On Sunday, March 11, I was thrilled to see Eastern Bluebirds visiting my yard. There were at least 6 in the yard at any given time and they stayed all day. They were mainly eating suet from the suet feeders even though there were mealworms in the other feeders. When they were not at the feeders they were sitting on branches or walking around the yard.
The Eastern Bluebird is a thrush larger than a Sparrow but smaller than Robin. The male is a bright blue with a reddish breast and throat. The female is a grayish with blue wings and a light orange-brown breast.
They live in meadows and opening surrounded by trees. They like open spaces. They are cavity nesters and live in holes trees and have taken to using nesting boxes. The male attracts the female by carrying materials in and out of the nest hole and perching and fluttering their wings. The female builds the nest. The nest is made of grass, pine needles, fur, and twigs. The Eastern Blackbird's eggs are usually blue but occasionally white.

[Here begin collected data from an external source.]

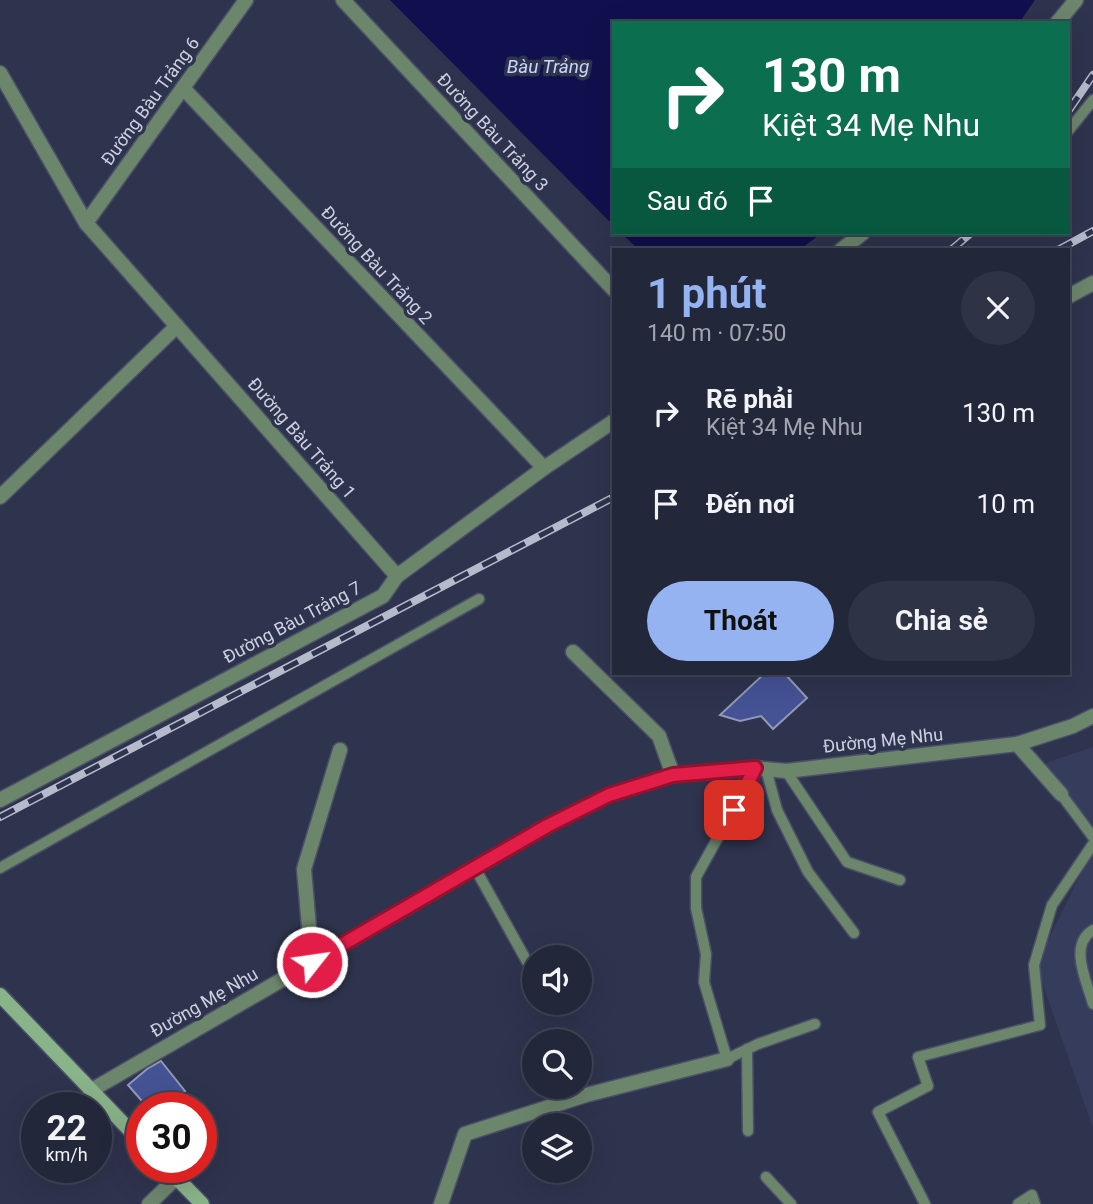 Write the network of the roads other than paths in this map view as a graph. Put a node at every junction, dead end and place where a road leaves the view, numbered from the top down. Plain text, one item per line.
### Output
1 (246, 0) edge
2 (343, 0) edge
3 (1076, 0) edge
4 (1059, 21) edge
5 (0, 74) edge
6 (183, 88) junction
7 (1093, 100) edge
8 (1070, 130) edge
9 (86, 223) junction
10 (860, 235) edge
11 (844, 248) edge
12 (1093, 283) edge
13 (612, 288) edge
14 (1070, 295) edge
15 (177, 326) junction
16 (612, 422) edge
17 (544, 468) junction
18 (0, 497) edge
19 (397, 576) junction
20 (479, 599) dead end
21 (573, 652) dead end
22 (618, 675) edge
23 (606, 684) junction
24 (1093, 716) edge
25 (1017, 744) junction
26 (340, 750) dead end
27 (760, 769) junction
28 (786, 771) junction
29 (673, 775) junction
30 (1061, 794) joint
31 (0, 800) edge
32 (1093, 837) edge
33 (1093, 844) edge
34 (475, 867) junction
35 (0, 868) edge
36 (900, 880) dead end
37 (1093, 930) edge
38 (854, 933) dead end
39 (522, 952) edge
40 (312, 962) junction
41 (0, 995) edge
42 (1093, 1004) edge
43 (815, 1024) dead end
44 (747, 1049) junction
45 (727, 1059) junction
46 (90, 1090) junction
47 (126, 1127) edge
48 (748, 1131) dead end
49 (766, 1177) dead end
50 (171, 1183) edge
51 (181, 1183) edge
52 (149, 1204) edge
53 (202, 1204) edge
54 (440, 1204) edge
55 (791, 1204) edge
56 (925, 1204) edge
57 (1018, 1204) edge
58 (1035, 1204) edge

1 - 6 street, Đường Bàu Trảng 6
2 - 13 street, Đường Bàu Trảng 3
3 - 4 street
5 - 9 street, Đường Bàu Trảng 1
6 - 9 street, Đường Bàu Trảng 6
6 - 17 street, Đường Bàu Trảng 2
7 - 8 lane
9 - 15 street, Đường Bàu Trảng 1
10 - 11 street
12 - 14 street
15 - 18 street
15 - 19 street, Đường Bàu Trảng 1
16 - 17 street, Đường Bàu Trảng 7
17 - 19 street, Đường Bàu Trảng 7
19 - 31 street, Đường Bàu Trảng 7
20 - 35 lane
21 - 23 street
22 - 23 street
23 - 29 street
24 - 25 street, Đường Mẹ Nhu
25 - 28 street, Đường Mẹ Nhu
25 - 30 street
26 - 40 street
27 - 28 street, Đường Mẹ Nhu
27 - 29 street, Đường Mẹ Nhu
27 - 38 lane
27 - 45 lane
28 - 36 lane
29 - 34 street, Đường Mẹ Nhu
30 - 32 lane
33 - 56 lane
34 - 39 lane
34 - 40 street, Đường Mẹ Nhu
37 - 42 lane
40 - 46 street, Đường Mẹ Nhu
41 - 46 main road
43 - 44 lane
44 - 45 lane
44 - 48 lane
45 - 54 street
46 - 47 main road
49 - 55 lane
50 - 52 street
51 - 53 main road
57 - 58 lane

The Eastern Bluebird eats insects-caterpillars, beetles, crickets, grasshoppers, and spiders. In fall and winter when insects are not available, they eat fruit and berries- blueberries, dogwood berries, juniper berries, mistletoe berries. At feeders, they eat mealworms, fruit, egg shells, shelled sunflower seeds and suet. It has also been documented that they eat salamanders, shews, snakes, lizards, and tree frogs.
The Eastern Bluebird population increased from 1966 to 2015. The increase is a result of the establishment of Bluebird trails in the 1960's/ 1970's. The global population is about 22 million with 86% of the population in the US.